Basically, I had a homebrew world that was kind of an Imperial Japanese, European Crusades mashup. The twist was that the entire campaign setting (as far as the players knew) was ruled by elf clans, each dedicated to a specific type of dragon. Just chromatics and metallics, none of the weird ones, and not all of them were represented. But there were 8 or 10, I can't remember. There were also no true gods, clans just had clerics that served their dragons. Nobody but elves (and the occasional half elf) were allowed to cast spells at all. Dwarves were farmers and required to shave all their hair and facial hair, as a permanent punishment for a rebellion millenia ago. Halflings were completely unknown to the world at large, and were kept alive as a species for use in inter-clan assassinations. Gnomes were an under-race of bureaucrats, etc. It was supposed to be a huge departure from "traditional" D&D because by that point (this was like 2003) I'd gotten pretty tired of playing straight 3rd.
Anyway, I had these grand plans for this setting. Players were going to be the ones that first contacted the deities of the plane, united the underclasses in a rebellion, tore down the empire and built something better in its place, etc.
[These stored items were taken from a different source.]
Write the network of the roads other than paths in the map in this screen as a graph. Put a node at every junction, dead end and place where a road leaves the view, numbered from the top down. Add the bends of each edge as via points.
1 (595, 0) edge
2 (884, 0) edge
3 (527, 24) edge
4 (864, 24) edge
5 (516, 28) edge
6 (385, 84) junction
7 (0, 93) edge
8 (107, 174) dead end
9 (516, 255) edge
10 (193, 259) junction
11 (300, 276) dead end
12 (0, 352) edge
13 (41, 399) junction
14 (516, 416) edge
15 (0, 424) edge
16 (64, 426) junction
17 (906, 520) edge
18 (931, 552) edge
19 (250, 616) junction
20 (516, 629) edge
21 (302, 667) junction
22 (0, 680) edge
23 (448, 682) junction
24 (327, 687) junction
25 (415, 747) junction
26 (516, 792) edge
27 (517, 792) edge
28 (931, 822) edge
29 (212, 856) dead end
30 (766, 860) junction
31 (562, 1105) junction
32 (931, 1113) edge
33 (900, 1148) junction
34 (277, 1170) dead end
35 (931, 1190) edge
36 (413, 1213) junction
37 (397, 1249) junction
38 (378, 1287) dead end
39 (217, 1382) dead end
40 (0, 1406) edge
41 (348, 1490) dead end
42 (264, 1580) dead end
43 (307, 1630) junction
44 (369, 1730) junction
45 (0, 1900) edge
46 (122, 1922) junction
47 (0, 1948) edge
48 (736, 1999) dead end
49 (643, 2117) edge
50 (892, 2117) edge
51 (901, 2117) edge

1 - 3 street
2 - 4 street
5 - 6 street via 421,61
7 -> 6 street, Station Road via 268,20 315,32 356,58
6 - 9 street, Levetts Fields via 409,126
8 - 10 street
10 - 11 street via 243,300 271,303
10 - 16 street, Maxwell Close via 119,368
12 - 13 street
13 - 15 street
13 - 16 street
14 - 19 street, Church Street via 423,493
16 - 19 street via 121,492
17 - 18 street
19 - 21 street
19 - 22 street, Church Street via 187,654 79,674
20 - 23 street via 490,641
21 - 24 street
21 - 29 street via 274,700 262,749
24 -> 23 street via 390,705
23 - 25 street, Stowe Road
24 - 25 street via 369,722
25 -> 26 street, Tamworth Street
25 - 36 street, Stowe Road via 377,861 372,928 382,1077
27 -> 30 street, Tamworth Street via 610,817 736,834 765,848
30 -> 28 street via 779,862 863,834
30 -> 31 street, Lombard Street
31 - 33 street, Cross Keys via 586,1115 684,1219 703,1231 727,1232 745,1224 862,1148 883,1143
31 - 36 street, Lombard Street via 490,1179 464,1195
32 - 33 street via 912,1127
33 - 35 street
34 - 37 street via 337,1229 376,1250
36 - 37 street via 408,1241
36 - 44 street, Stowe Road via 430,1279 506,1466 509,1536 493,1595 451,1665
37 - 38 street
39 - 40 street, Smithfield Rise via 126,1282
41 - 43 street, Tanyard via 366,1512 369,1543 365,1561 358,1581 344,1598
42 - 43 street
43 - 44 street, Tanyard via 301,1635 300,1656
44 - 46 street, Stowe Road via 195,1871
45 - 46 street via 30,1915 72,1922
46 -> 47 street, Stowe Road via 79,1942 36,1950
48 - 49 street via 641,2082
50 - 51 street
Big battles, roleplaying of treaties and all that jazz. I didn't know exactly where it was going, but I knew it was going to be awesome.
So we set off. And the players head out to the hinterlands, meet the dwarves, get in some scuffles with the local wildlife. Now, remember, the point here was to do stuff I hadn't been doing. For me specifically, that meant using monsters I hadn't use. Specifically, I used a lot of stuff like otyughs and beholders and things. Aberrations.
Moving on through the campaign, PCs encounter the gods, which I play up as the congealed psychic residue of the sapient species in this world, broken up into aspects that each took a couple of domains not unlike the gods from other worlds. Importantly to the metaplot, one of the PCs becomes the first cleric of the god of healing and restoration via multiclass.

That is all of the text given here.